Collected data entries
------

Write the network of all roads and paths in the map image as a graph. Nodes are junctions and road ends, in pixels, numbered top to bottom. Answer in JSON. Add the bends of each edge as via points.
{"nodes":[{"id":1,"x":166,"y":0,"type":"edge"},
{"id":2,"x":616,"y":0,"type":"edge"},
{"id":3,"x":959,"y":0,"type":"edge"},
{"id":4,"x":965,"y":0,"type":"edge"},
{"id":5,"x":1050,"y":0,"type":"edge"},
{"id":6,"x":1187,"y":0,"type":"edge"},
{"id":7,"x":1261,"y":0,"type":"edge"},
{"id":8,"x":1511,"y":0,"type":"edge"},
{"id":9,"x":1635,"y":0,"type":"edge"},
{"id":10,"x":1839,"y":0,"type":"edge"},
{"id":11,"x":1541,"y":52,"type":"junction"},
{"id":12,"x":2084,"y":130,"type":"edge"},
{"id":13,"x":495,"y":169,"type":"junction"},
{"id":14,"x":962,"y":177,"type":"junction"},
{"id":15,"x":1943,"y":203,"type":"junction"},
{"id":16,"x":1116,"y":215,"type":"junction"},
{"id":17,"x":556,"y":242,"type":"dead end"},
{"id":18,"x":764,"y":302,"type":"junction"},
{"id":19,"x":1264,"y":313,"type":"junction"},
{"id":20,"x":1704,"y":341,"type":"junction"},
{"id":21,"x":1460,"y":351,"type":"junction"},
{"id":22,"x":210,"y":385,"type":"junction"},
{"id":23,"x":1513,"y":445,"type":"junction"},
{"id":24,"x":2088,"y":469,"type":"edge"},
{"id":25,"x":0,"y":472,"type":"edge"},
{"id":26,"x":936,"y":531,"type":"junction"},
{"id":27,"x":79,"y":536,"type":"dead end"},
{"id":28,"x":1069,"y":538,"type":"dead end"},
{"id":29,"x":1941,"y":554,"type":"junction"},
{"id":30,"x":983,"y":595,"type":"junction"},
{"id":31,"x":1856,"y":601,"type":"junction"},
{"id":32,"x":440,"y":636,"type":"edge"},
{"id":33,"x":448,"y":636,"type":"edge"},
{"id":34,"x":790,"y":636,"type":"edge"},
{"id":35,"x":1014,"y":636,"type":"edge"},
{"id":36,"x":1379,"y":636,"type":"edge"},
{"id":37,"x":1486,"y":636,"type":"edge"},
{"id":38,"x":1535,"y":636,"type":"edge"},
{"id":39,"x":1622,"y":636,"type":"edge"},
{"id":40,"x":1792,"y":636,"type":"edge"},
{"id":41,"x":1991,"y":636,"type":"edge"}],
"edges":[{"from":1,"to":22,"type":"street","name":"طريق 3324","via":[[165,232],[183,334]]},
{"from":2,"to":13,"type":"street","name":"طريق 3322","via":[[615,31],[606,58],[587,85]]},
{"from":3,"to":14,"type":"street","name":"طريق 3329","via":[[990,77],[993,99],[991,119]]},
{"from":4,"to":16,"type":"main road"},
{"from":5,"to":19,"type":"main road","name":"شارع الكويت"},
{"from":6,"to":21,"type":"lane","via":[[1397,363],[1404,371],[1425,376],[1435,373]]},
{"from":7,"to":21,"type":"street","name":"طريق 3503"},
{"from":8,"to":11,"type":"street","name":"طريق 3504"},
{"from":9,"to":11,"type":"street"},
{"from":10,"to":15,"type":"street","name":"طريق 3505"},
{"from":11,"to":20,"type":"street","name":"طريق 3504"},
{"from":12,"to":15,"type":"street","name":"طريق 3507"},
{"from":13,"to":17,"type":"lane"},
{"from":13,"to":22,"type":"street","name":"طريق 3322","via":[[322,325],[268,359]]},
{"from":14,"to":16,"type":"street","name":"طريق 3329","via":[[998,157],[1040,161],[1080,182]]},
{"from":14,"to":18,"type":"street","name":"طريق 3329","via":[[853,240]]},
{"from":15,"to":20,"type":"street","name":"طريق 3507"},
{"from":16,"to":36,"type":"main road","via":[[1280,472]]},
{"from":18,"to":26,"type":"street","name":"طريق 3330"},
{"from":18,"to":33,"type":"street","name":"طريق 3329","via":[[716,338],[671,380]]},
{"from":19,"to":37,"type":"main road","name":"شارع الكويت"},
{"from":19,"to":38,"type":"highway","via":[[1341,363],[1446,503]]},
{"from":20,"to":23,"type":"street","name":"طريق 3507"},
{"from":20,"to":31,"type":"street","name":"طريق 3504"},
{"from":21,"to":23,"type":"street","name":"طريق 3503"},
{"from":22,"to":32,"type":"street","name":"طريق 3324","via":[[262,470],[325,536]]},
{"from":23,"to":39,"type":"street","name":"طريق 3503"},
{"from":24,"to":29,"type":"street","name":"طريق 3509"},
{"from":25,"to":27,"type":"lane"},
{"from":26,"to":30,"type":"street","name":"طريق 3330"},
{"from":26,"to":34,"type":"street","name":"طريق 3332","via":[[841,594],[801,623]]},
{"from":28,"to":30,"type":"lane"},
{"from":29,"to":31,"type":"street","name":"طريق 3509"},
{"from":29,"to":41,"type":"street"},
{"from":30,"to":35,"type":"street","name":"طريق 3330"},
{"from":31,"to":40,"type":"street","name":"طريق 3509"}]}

------

**Directions:**
Once you have counted the lines of the records holding the string "main", state that number with no other words.

**Problem solution:**
4